What would you do (PACU)?

Specialties PACU

Published

Hi guys,

Today was my first day off orientation. Lucky for me it was for the whole unit a day from H***! One of those days where the charge nurse is still trying to be there for you while she's doing charge, triage and taking care of the stork code from the ED!

So needless to say, backups were hard to find. I had a post C/S w/ a BG of 356. Called MD, was told to give 10 units insulin. Fine, I go to the close med room (in orientation I was told that that was the fartherest we could leave the room, as it is a 1:1 situation). No insulin stocked there. (don't let me even start on how the med rooms' Pyxis aren't stocked equally!). So I started calling folks. No one was available to get the insulin from the other room for me. I even stepped a few steps outside the rec room and it was like a ghost town. No one to be found.

So my question is... what if this was a REALLY critical glucose? The MDs and techs don't have access to the Pyxis machines. Would it be prudent to leave your fresh post op pt for a few minutes to get the med, or who else would you call?

Thanks so much!

Never leave! Use your chain of command. Start with co-workers and go up. If you have to call your unit coordinator/manager, do it. That client is your first responsibility. You might try calling pharmacy. Hope things ended well and your client recovered without any further complications. I strongly encourage you to follow up with the issue of not having the supplies you need to do your job. Hang in there and may God bless your hands at work.

Specializes in L&D.

I would not leave the fresh c/s patient in pacu to get the med. You need to insist that your charge nurse or another nurse either come watch the patient while you get the med, or she gets the med herself for you.

How did you get up getting the insulin for the pt?
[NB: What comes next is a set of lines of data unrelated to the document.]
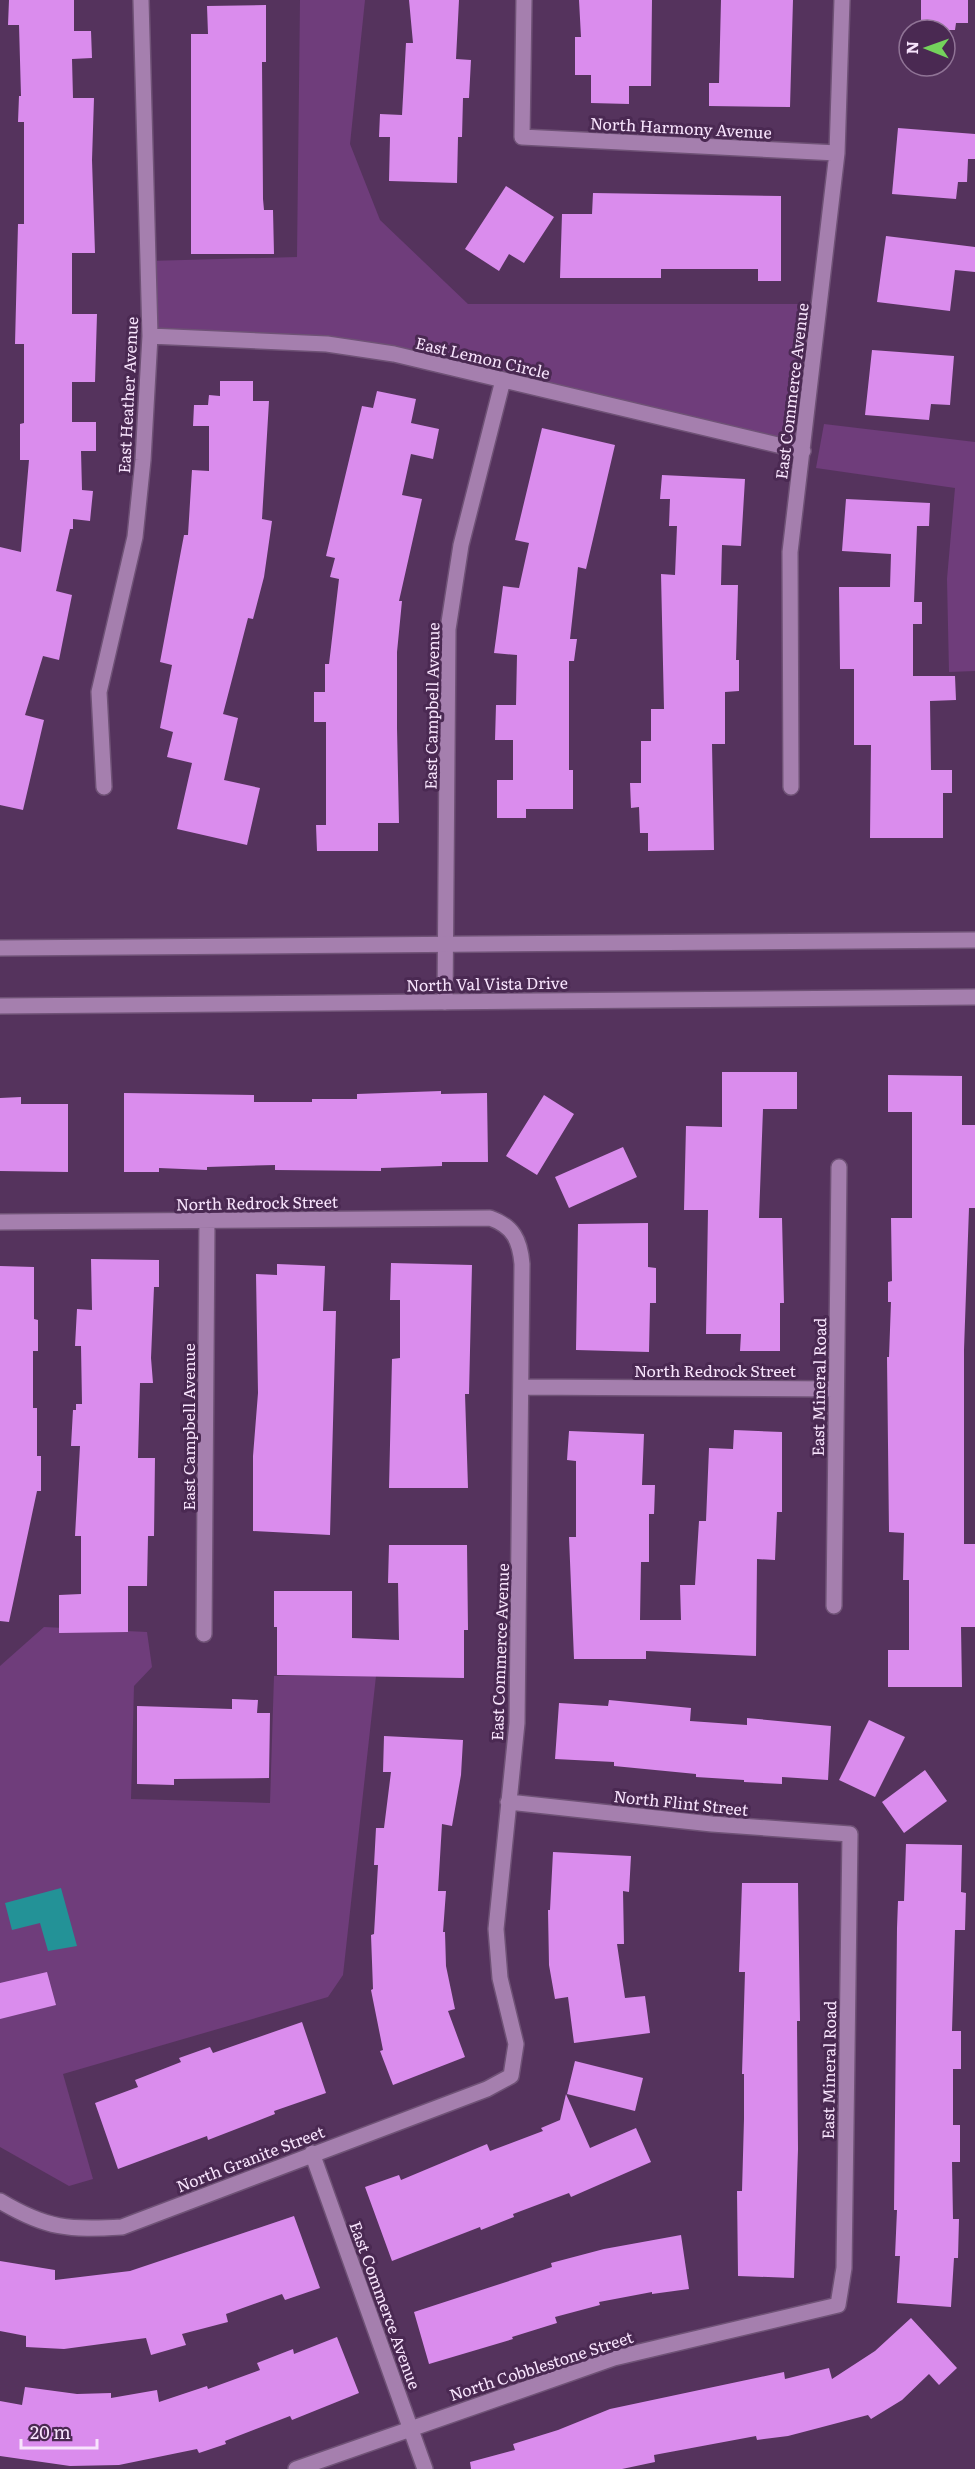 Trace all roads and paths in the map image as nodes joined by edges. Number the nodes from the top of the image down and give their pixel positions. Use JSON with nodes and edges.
{"nodes":[{"id":1,"x":141,"y":0,"type":"edge"},
{"id":2,"x":524,"y":0,"type":"edge"},
{"id":3,"x":842,"y":0,"type":"edge"},
{"id":4,"x":837,"y":153,"type":"junction"},
{"id":5,"x":150,"y":336,"type":"junction"},
{"id":6,"x":503,"y":380,"type":"junction"},
{"id":7,"x":803,"y":451,"type":"junction"},
{"id":8,"x":104,"y":787,"type":"dead end"},
{"id":9,"x":791,"y":787,"type":"dead end"},
{"id":10,"x":975,"y":940,"type":"edge"},
{"id":11,"x":445,"y":944,"type":"junction"},
{"id":12,"x":0,"y":948,"type":"edge"},
{"id":13,"x":975,"y":997,"type":"edge"},
{"id":14,"x":445,"y":1002,"type":"junction"},
{"id":15,"x":0,"y":1006,"type":"edge"},
{"id":16,"x":839,"y":1167,"type":"dead end"},
{"id":17,"x":207,"y":1220,"type":"junction"},
{"id":18,"x":0,"y":1222,"type":"edge"},
{"id":19,"x":511,"y":1229,"type":"joint"},
{"id":20,"x":521,"y":1387,"type":"junction"},
{"id":21,"x":836,"y":1389,"type":"junction"},
{"id":22,"x":834,"y":1606,"type":"dead end"},
{"id":23,"x":204,"y":1634,"type":"dead end"},
{"id":24,"x":508,"y":1802,"type":"junction"},
{"id":25,"x":850,"y":1834,"type":"joint"},
{"id":26,"x":511,"y":2076,"type":"joint"},
{"id":27,"x":312,"y":2153,"type":"junction"},
{"id":28,"x":0,"y":2200,"type":"edge"},
{"id":29,"x":838,"y":2305,"type":"joint"},
{"id":30,"x":411,"y":2427,"type":"junction"},
{"id":31,"x":296,"y":2469,"type":"edge"},
{"id":32,"x":425,"y":2469,"type":"edge"}],
"edges":[{"from":1,"to":5,"type":"street","name":"East Heather Avenue"},
{"from":2,"to":4,"type":"street","name":"North Harmony Avenue"},
{"from":3,"to":4,"type":"street","name":"East Commerce Avenue"},
{"from":4,"to":7,"type":"street","name":"East Commerce Avenue"},
{"from":5,"to":6,"type":"street","name":"East Lemon Circle"},
{"from":5,"to":8,"type":"street","name":"East Heather Avenue"},
{"from":6,"to":7,"type":"street","name":"East Lemon Circle"},
{"from":6,"to":11,"type":"street","name":"East Campbell Avenue"},
{"from":7,"to":9,"type":"street","name":"East Commerce Avenue"},
{"from":10,"to":11,"type":"street"},
{"from":11,"to":12,"type":"street"},
{"from":11,"to":14,"type":"street","name":"East Campbell Avenue"},
{"from":13,"to":14,"type":"street","name":"North Val Vista Drive"},
{"from":14,"to":15,"type":"street","name":"North Val Vista Drive"},
{"from":16,"to":21,"type":"street","name":"East Mineral Road"},
{"from":17,"to":18,"type":"street","name":"North Redrock Street"},
{"from":17,"to":19,"type":"street","name":"North Redrock Street"},
{"from":17,"to":23,"type":"street","name":"East Campbell Avenue"},
{"from":19,"to":20,"type":"street","name":"East Commerce Avenue"},
{"from":20,"to":21,"type":"street","name":"North Redrock Street"},
{"from":20,"to":24,"type":"street","name":"East Commerce Avenue"},
{"from":21,"to":22,"type":"street","name":"East Mineral Road"},
{"from":24,"to":25,"type":"street","name":"North Flint Street"},
{"from":24,"to":26,"type":"street","name":"East Commerce Avenue"},
{"from":25,"to":29,"type":"street","name":"East Mineral Road"},
{"from":26,"to":27,"type":"street","name":"North Granite Street"},
{"from":27,"to":28,"type":"street","name":"North Granite Street"},
{"from":27,"to":30,"type":"street","name":"East Commerce Avenue"},
{"from":29,"to":30,"type":"street","name":"North Cobblestone Street"},
{"from":30,"to":31,"type":"street","name":"North Cobblestone Street"},
{"from":30,"to":32,"type":"street","name":"East Commerce Avenue"}]}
I had to wait until the hour was up (it was like 35 minutes until I could get it). My charge nurse was unreachable, and I called the front desk and asked the sec if she saw any nurse to please have them call me (we have those portable phones). It was so frustrating! I will have a chat w/ our manager tomorrow when I get to work. This was a Sunday, so she wasn't there then. I just kept thinking, if this patient was crashing, how would I, as a brand new nurse to this unit, handle it? I could not get ANYONE to help. The one nurse I did see during that time said she had a pt getting a repair and didn't have time to find the insulin.

I just think that both med rooms should have all the same meds stocked. It makes no sense to me that they don't, esp since we only can safely go to the one when we have a pt in PACU!

Specializes in ICU, CCU, Trauma, neuro, Geriatrics.

Where I work we dial 5700 an any phone in the facilty and are able to overhead page in an emergency.... or if we cannot find the person we need in a timely fashion. Maybe your facility could use that simple system. I know on weekends it is effective as I supervise then. It took me twice today to get hold of my DON when I had to isolate my unit because of viral and probable influenze infections. I wasn't the only unit with that problem, and she was able to locate a dacron swab for the possible influenza patient.

I getcha snow. But I don't see a BG at that level to be that much of an emergency to overhead like that. Maybe if the pt was symptomatic, but she wasn't. She WAS a brittle diabetic, but showing no other sx at that point. I just felt like it was a fine line, deciding whether to make a huge fuss about it or not.